25 November 2024

The European Banking Union Also Means Cross-Border Bank Consolidation

EU Law as a Bulwark Against National Political Interference in the UniCredit-Commerzbank Tie-Up

Few things may seem further removed from the delicate politico-constitutional dynamics of EU integration than cross-border bank consolidations. However, a heated debate on the benefits and risks of EU’s unfinished-effort to establish a Banking Union erupted on 11 September 2024, when the Milan-based UniCredit announced that it had amassed an equity stake of 9% in the Frankfurt-based rival Commerzbank.
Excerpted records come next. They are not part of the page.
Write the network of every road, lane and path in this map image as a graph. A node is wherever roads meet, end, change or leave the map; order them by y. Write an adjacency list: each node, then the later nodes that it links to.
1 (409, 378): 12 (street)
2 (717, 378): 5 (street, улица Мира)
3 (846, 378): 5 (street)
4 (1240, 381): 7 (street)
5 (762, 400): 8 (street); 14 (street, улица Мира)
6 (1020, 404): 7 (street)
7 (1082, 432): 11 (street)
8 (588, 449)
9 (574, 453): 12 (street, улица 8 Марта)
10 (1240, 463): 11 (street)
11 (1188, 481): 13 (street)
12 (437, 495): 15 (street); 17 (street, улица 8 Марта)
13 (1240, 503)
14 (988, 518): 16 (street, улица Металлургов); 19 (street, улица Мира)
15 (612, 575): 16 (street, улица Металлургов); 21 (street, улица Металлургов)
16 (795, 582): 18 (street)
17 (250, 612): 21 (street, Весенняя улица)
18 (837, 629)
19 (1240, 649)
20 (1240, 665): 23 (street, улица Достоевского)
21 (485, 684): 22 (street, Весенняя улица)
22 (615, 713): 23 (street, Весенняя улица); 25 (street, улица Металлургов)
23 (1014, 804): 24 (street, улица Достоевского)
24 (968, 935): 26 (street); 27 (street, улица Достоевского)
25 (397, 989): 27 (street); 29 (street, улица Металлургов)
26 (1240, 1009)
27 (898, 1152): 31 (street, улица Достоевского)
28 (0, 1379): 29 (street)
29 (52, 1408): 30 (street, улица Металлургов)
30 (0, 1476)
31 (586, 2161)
The German Chancellor quickly labelled UniCredit’s move an “unfriendly attack,” adding that its government considered the Italian bank’s possible acquisition of (or merger with) Commerzbank a threat to German financial stability. Undeterred, on 24 September Unicredit further increased its stake in Commerzbank to 21% and, in accordance with the SSM Regulation, requested the European Central Bank (ECB) to be authorised to own up to 29.9% of the German bank. As markets and policy-makers alike await the outcome of the ECB’s decision, we show that EU law should protect cross-border bank consolidations from national political resistance. First, we argue that German authorities can hardly provide a legally-compelling justification to convince the ECB to reject UniCredit’s request on financial stability grounds. Second, we contend that any hypothetical attempt by the German government to prohibit a further increase in the UniCredit’s stake in Commerzbank for similar reasons would violate the EU rules on the freedom of movement of capital.
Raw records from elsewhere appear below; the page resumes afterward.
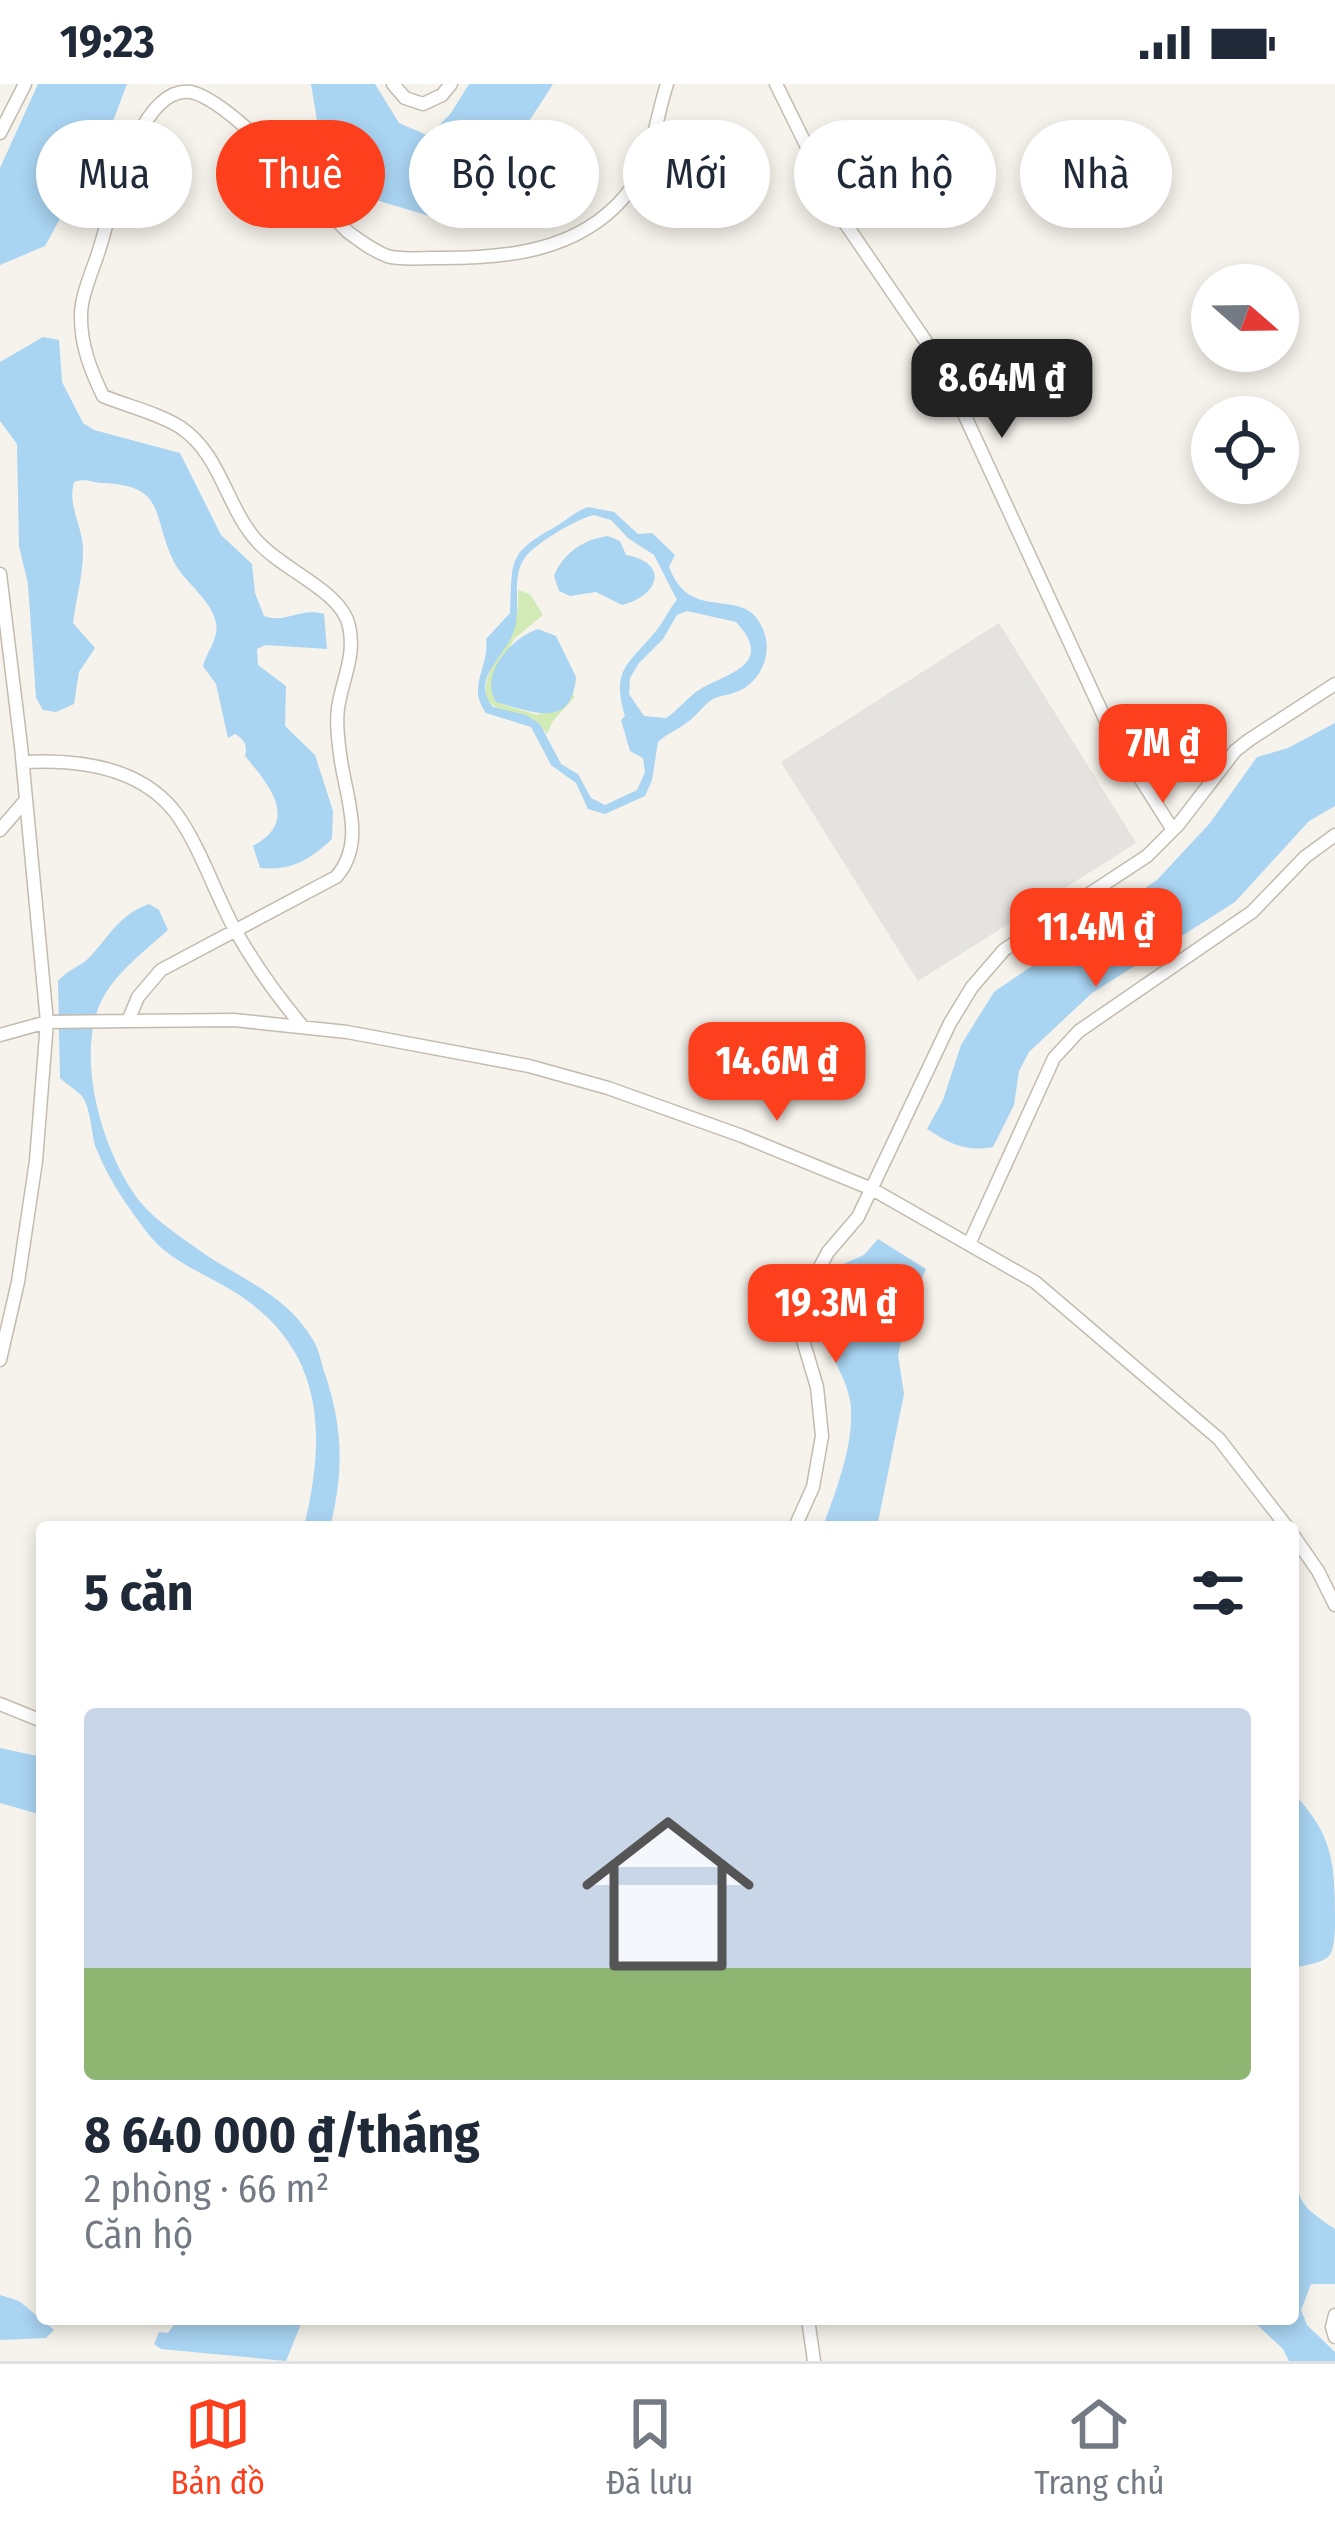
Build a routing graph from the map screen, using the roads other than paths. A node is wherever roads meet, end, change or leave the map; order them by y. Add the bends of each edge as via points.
1 (25, 84) edge
2 (393, 84) edge
3 (451, 84) edge
4 (667, 84) edge
5 (776, 84) edge
6 (0, 133) edge
7 (0, 574) edge
8 (5, 642) edge
9 (1335, 685) edge
10 (22, 762) junction
11 (26, 802) junction
12 (0, 830) edge
13 (1173, 830) junction
14 (1335, 835) edge
15 (236, 931) junction
16 (128, 1021) junction
17 (47, 1022) junction
18 (303, 1028) junction
19 (0, 1035) edge
20 (872, 1189) junction
21 (970, 1242) junction
22 (0, 1360) edge
23 (798, 1521) edge
24 (1282, 1521) edge
25 (1299, 1543) edge
26 (1335, 1605) edge
27 (0, 1704) edge
28 (36, 1719) edge
29 (1335, 2315) edge
30 (809, 2325) edge
31 (1335, 2337) edge
32 (814, 2361) edge

1 - 6 street
2 - 3 street via 423,104
4 - 15 street via 647,158 626,196 593,227 514,254 392,258 368,247 238,122 191,92 165,98 131,145 80,314 87,364 103,396 180,428 209,455 253,538 333,596 349,624 351,661 338,709 351,861
5 - 13 street via 843,220 940,362 1112,734
7 - 8 street
8 - 10 street
9 - 13 street via 1235,751
10 - 11 street
10 - 15 street via 73,759 131,777 174,811
11 - 12 street
11 - 17 street
13 - 20 street via 1118,877 1004,950 972,987
14 - 21 street via 1252,912 1079,1031 1054,1058
15 - 16 street via 161,970
15 - 18 street
16 - 17 street
16 - 18 street
17 - 19 street
17 - 22 street via 36,1161
18 - 20 street via 549,1071
20 - 21 street
20 - 23 street via 807,1291 802,1336 823,1436
21 - 24 street via 1035,1282 1219,1439
25 - 26 street
27 - 28 street
29 - 31 street
30 - 32 street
The benefits and risks of cross-border bank consolidations

In 2013, the Banking Union was launched as the most ambitious step in EU economic integration since the creation of the euro in 1999. In the aftermath of the Eurozone crisis, the project aimed to strengthen the financial stability of the lopsided Economic and Monetary Union by overhauling the EU’s institutional framework for banking supervision. In addition to establishing the Single Resolution Board but failing to create a European Deposit Insurance Scheme, the EU Council adopted the SSM Regulation to confer supervisory tasks over Eurozone banks on the ECB within a “Single Supervisory Mechanism”.

Although incomplete, the Banking Union is today widely regarded as successful. The direct supervision of significant Eurozone banks by the ECB, in particular, strengthened their capital structure and reduced their non-performing loans, decoupling the so-called “sovereign-bank nexus” between their credit worthiness and that of their home Member State. Having strengthened financial stability, the Banking Union can now benefit the Eurozone’s economy in another respect: it can open the door to cross-border investment in financial institutions as well as mergers and acquisitions between banks from different Eurozone countries.
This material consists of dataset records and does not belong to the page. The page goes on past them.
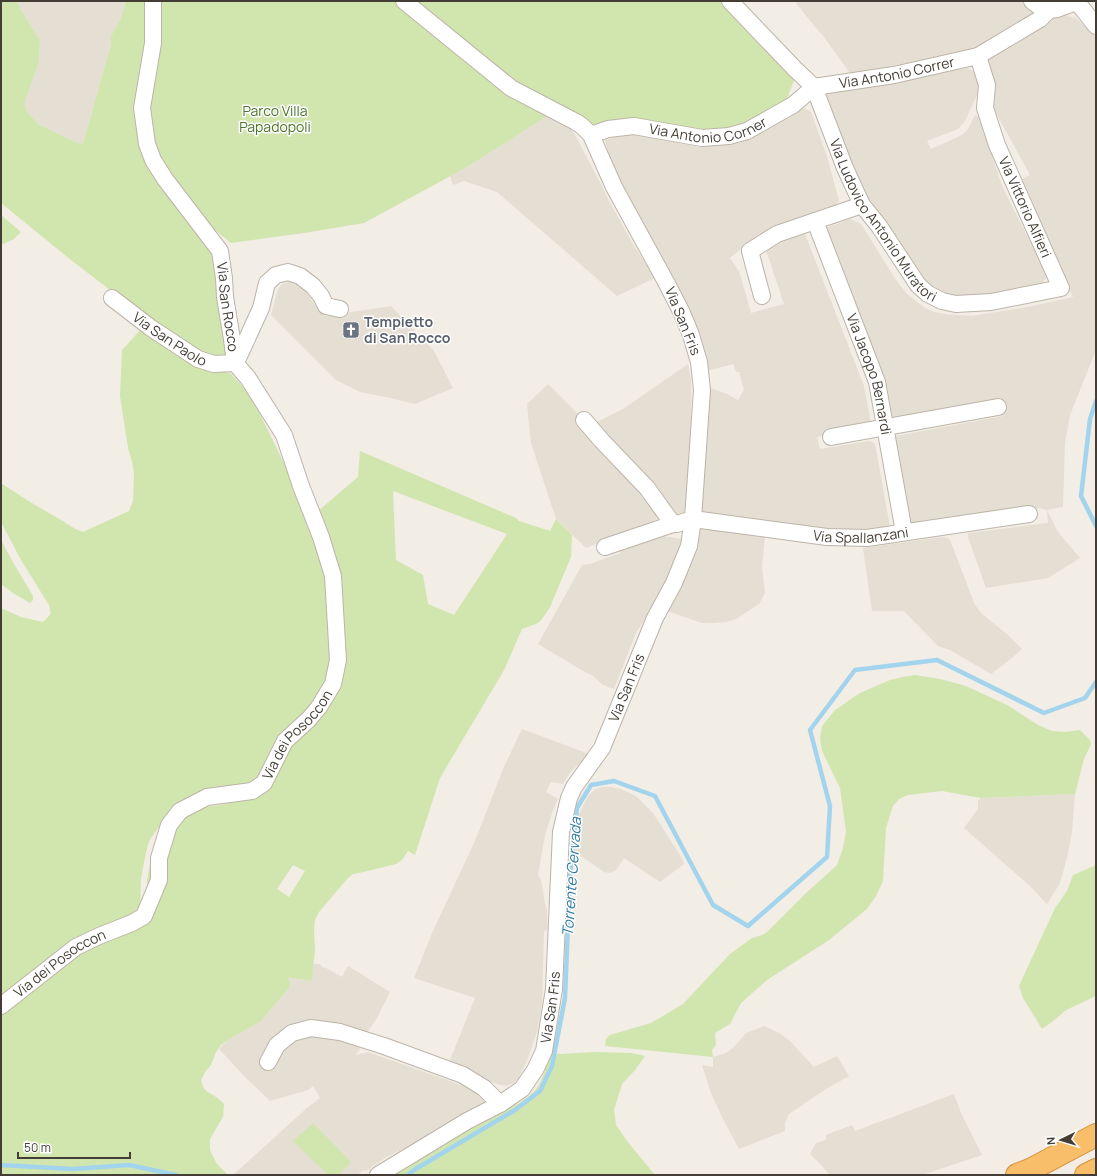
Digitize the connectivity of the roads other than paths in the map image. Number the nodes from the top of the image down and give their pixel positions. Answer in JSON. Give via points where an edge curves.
{"nodes":[{"id":1,"x":153,"y":1,"type":"edge"},
{"id":2,"x":404,"y":1,"type":"edge"},
{"id":3,"x":730,"y":1,"type":"edge"},
{"id":4,"x":1032,"y":1,"type":"edge"},
{"id":5,"x":1078,"y":2,"type":"edge"},
{"id":6,"x":1049,"y":10,"type":"junction"},
{"id":7,"x":1096,"y":26,"type":"edge"},
{"id":8,"x":978,"y":56,"type":"junction"},
{"id":9,"x":814,"y":87,"type":"junction"},
{"id":10,"x":591,"y":135,"type":"junction"},
{"id":11,"x":862,"y":204,"type":"junction"},
{"id":12,"x":815,"y":221,"type":"junction"},
{"id":13,"x":762,"y":296,"type":"dead end"},
{"id":14,"x":112,"y":298,"type":"dead end"},
{"id":15,"x":991,"y":302,"type":"joint"},
{"id":16,"x":340,"y":309,"type":"dead end"},
{"id":17,"x":235,"y":363,"type":"junction"},
{"id":18,"x":998,"y":407,"type":"dead end"},
{"id":19,"x":584,"y":420,"type":"dead end"},
{"id":20,"x":886,"y":427,"type":"junction"},
{"id":21,"x":831,"y":437,"type":"dead end"},
{"id":22,"x":1029,"y":514,"type":"dead end"},
{"id":23,"x":693,"y":519,"type":"junction"},
{"id":24,"x":673,"y":524,"type":"junction"},
{"id":25,"x":904,"y":532,"type":"junction"},
{"id":26,"x":605,"y":547,"type":"dead end"},
{"id":27,"x":1,"y":1006,"type":"edge"},
{"id":28,"x":268,"y":1062,"type":"dead end"},
{"id":29,"x":500,"y":1104,"type":"junction"},
{"id":30,"x":1096,"y":1135,"type":"edge"},
{"id":31,"x":1096,"y":1170,"type":"edge"},
{"id":32,"x":1023,"y":1172,"type":"edge"},
{"id":33,"x":378,"y":1175,"type":"edge"},
{"id":34,"x":1086,"y":1175,"type":"edge"}],
"edges":[{"from":1,"to":17,"type":"street","name":"Via San Rocco","via":[[153,43],[142,108],[147,144],[165,179],[220,251]]},
{"from":2,"to":10,"type":"street","via":[[511,88],[576,122]]},
{"from":3,"to":9,"type":"street"},
{"from":4,"to":6,"type":"street"},
{"from":5,"to":6,"type":"street"},
{"from":5,"to":7,"type":"street"},
{"from":6,"to":8,"type":"street","name":"Via Antonio Correr","via":[[1040,19]]},
{"from":8,"to":9,"type":"street","name":"Via Antonio Correr","via":[[894,75]]},
{"from":8,"to":15,"type":"street","name":"Via Vittorio Alfieri","via":[[986,85],[985,108],[997,145],[1061,288]]},
{"from":9,"to":10,"type":"street","name":"Via Antonio Corner","via":[[793,105],[747,131],[729,136],[702,138],[634,126],[608,129]]},
{"from":9,"to":11,"type":"street","name":"Via Ludovico Antonio Muratori","via":[[845,168]]},
{"from":10,"to":23,"type":"street","name":"Via San Fris","via":[[614,187],[682,313],[699,362],[702,390]]},
{"from":11,"to":12,"type":"street"},
{"from":11,"to":15,"type":"street","name":"Via Ludovico Antonio Muratori","via":[[918,285],[928,294],[956,304]]},
{"from":12,"to":13,"type":"street","via":[[777,234],[750,251]]},
{"from":12,"to":20,"type":"street","name":"Via Jacopo Bernardi","via":[[877,382]]},
{"from":14,"to":17,"type":"street","name":"Via San Paolo","via":[[198,359],[214,364]]},
{"from":16,"to":17,"type":"street","name":"Via San Rocco","via":[[326,306],[313,286],[300,276],[288,272],[276,275],[267,283],[261,308]]},
{"from":17,"to":27,"type":"street","name":"Via dei Posoccon","via":[[248,378],[284,436],[322,537],[333,576],[338,660],[333,684],[309,719],[285,741],[264,782],[252,790],[207,797],[180,811],[169,825],[159,858],[159,880],[144,916],[76,947]]},
{"from":18,"to":20,"type":"street"},
{"from":19,"to":24,"type":"street","via":[[647,488]]},
{"from":20,"to":21,"type":"street"},
{"from":20,"to":25,"type":"street","name":"Via Jacopo Bernardi"},
{"from":22,"to":25,"type":"street","name":"Via Spallanzani"},
{"from":23,"to":24,"type":"street"},
{"from":23,"to":25,"type":"street","name":"Via Spallanzani","via":[[827,537],[867,538]]},
{"from":23,"to":29,"type":"street","name":"Via San Fris","via":[[689,546],[655,618],[602,748],[569,798],[570,818],[561,832],[554,989],[544,1051],[522,1089]]},
{"from":24,"to":26,"type":"street"},
{"from":28,"to":29,"type":"street","via":[[277,1045],[292,1033],[311,1028],[340,1032],[463,1075],[484,1088]]},
{"from":29,"to":33,"type":"street","name":"Via San Fris"},
{"from":30,"to":32,"type":"highway"},
{"from":31,"to":34,"type":"highway"}]}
In the EU’s single market, cross-border bank consolidations could generate economies of scale, creating larger Eurozone banks with enhanced lending capacity and better chances to compete globally. While consolidation remains a market-driven process, under the Capital Requirements Directive supervisory authorities can block the increase in the equity stake built by a bank’s shareholder for prudential considerations. Although the SSM Regulation has transferred this power from national authorities to the ECB more than a decade ago, this regulatory simplification has not yet resulted in any major consolidation. In this sense, UniCredit’s attempt to build a larger stake in Commerzbank is the first real opportunity to test whether the SSM Regulation and the EU law in general can be effective at preventing national politics from interfering with cross-border consolidations.

The financial integration that comes with cross-border bank consolidation, however, results in increased interconnectivity between Member States’ economies. It is precisely in this respect that the German Chancellor has argued that allowing UniCredit to acquire Commerzbank could threaten the economic and financial stability in Germany. If a financial crisis were to break out in Italy, the argument goes, the wobbly budgetary stability of the Italian government could dent the soundness of UniCredit, dry liquidity out of Germany and possibly even require a bail-out of the Italian bank from the German federal budget. The first question that we ask is: does such an argument bear any legal merit in the ECB’s pending decision to authorise UniCredit to own up to 29.9% in Commerzbank?

Acquisitions of qualifying holdings and the ECB’s independence under the SSM Regulation

Under Article 4(1)(c) SSM Regulation, it is for the ECB to “assess notifications of the acquisition and disposal of qualifying holdings in credit institutions” in the Eurozone. A “qualifying holding” is, pursuant to point 36 of Article 4(1) of the Capital Requirements Regulation, “a direct or indirect holding in an undertaking which represents 10% or more of the capital or of the voting rights”. Such a regulatory approval seeks to ensure the suitability and credibility of a bank’s major shareholders. According to the criteria listed in Article 23(1) of the Capital Requirements Directive, in fact, the potential acquirer’s suitability is assessed on the basis of a set of criteria that include their “financial soundness” and their “reputation”, also in relation to anti-money laundering and terrorist financing risks.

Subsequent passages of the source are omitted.